Fuzzy II(*) -- The state of the art
As the number of installations of high level kiln control (Fuzzy and others) increased, the results fell into one of three categories:
* Highly successful -- exceeded expectations * Successful -- met expectations * Marginal -- did not meet expectations. The marginal cases, while very much in the minority, are of most concern as they offer clear examples where the control technique could be improved. In examining these cases, several different reasons for the marginal performance emerged:
* Controller not suited to the task -- |simple solutions' * Controller not implemented properly * Plant conditions changed after controller implemented * Controller not supported by plant people * Plant presented difficult or unusual problems.
The first two reasons were not frequently found with Fuzzy systems. The final three indicated improvements should take two different directions -- make the controller simpler to increase support from plant people; make the controller more complex to allow it to handle more difficult situations.
As development work continued to improve the controller and meet these conflicting requirements, a new generation of controller was developed: Fuzzy II.
Objectives and priority management
A fresh look at the control problem indicated a successful plant operation is driven by a series of objectives, sometimes conflicting, and prioritised at different levels of plant staff. Successful management of the plant equals successful management of these priorities.

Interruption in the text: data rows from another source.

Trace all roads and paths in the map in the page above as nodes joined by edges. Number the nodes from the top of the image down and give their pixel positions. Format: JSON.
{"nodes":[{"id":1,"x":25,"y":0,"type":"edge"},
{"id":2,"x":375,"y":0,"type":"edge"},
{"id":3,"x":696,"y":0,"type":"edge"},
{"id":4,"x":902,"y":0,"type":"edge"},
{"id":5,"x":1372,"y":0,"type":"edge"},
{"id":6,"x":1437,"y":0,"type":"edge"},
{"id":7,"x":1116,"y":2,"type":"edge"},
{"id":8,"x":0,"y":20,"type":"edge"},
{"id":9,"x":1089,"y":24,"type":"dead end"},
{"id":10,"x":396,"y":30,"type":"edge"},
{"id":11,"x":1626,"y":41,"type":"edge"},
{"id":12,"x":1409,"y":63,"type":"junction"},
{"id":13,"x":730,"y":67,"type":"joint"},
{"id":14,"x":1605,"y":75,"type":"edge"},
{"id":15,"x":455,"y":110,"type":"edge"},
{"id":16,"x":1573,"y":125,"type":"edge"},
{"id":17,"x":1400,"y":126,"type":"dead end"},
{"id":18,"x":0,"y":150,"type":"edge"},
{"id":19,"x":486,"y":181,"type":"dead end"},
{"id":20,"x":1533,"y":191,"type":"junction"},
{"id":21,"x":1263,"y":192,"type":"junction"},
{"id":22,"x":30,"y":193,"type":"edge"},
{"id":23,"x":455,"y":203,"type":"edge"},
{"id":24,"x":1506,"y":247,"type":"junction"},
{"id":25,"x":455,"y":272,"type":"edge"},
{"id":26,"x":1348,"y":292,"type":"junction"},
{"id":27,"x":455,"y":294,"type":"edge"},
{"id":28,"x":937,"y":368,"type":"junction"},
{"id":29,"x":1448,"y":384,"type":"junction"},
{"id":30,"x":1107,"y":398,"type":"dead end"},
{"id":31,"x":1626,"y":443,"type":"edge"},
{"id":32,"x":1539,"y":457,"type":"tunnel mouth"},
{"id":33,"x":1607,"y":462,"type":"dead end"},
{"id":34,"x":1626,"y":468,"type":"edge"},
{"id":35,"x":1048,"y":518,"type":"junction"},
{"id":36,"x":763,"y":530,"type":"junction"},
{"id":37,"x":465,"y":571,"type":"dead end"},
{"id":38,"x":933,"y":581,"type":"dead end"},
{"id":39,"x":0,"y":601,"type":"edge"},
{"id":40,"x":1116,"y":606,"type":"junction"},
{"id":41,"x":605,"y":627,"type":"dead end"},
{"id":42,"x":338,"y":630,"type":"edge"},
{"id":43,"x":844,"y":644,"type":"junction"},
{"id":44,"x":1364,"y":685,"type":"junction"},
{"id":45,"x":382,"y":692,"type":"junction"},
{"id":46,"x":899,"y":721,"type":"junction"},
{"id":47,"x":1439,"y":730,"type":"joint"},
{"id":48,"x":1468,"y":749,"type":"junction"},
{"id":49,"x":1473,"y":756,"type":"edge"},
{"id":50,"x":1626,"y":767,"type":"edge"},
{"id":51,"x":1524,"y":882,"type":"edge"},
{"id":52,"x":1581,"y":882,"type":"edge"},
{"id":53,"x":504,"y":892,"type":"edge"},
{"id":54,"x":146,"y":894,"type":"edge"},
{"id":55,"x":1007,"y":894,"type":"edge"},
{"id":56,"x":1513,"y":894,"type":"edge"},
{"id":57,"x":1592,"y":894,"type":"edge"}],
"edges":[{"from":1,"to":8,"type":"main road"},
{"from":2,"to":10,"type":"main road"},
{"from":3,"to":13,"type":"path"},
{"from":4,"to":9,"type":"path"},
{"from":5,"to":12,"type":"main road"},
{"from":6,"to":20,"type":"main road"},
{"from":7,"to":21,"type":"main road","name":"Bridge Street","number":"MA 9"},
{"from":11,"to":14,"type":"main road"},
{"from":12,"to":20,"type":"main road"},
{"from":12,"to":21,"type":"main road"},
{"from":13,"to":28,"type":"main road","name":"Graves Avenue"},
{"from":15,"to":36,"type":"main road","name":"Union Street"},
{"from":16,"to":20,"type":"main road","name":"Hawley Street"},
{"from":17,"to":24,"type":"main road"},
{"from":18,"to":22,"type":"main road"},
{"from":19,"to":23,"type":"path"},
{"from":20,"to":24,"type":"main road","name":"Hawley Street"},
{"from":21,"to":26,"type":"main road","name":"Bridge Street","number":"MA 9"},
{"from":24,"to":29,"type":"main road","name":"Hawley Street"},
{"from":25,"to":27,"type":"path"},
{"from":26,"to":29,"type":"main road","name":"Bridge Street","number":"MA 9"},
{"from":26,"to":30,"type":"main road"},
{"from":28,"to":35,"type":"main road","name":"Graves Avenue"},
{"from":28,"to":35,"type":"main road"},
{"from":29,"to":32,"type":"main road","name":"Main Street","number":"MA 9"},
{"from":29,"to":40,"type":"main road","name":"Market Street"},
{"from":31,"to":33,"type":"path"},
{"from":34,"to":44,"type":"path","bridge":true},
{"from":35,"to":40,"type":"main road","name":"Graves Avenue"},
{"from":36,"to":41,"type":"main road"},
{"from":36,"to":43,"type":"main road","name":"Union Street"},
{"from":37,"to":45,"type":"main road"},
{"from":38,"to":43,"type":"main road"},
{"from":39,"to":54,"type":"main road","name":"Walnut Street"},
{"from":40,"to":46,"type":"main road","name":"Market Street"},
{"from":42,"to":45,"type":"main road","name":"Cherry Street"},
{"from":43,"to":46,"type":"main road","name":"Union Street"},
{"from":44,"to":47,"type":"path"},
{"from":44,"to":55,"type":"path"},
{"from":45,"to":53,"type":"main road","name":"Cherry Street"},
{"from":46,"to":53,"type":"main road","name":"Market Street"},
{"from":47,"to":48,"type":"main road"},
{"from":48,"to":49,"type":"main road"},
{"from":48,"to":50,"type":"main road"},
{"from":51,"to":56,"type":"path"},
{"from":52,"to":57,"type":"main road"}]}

Most high-level control systems, including the first Fuzzy systems, are based on implementing a series of control rules, either by direct programming or a rule-block interpreter. The collection of rules and program instructions for a particular application has been termed the control strategy. Fuzzy II also includes both rule-block definition and direct programming facilities, but more importantly it includes a priority management design tool to enable advanced control strategies to be developed and easily maintained.
The first step in developing a Fuzzy II control strategy is to define the objectives. Objectives can be simple -- those that are easily defined and measured, or complex -- those based on calculation results or complex relationships. The following table shows some common objectives included in a kiln control strategy:
Objectives Simple Complex No CO Stable operation Maintain oxygen setpoint Maintain …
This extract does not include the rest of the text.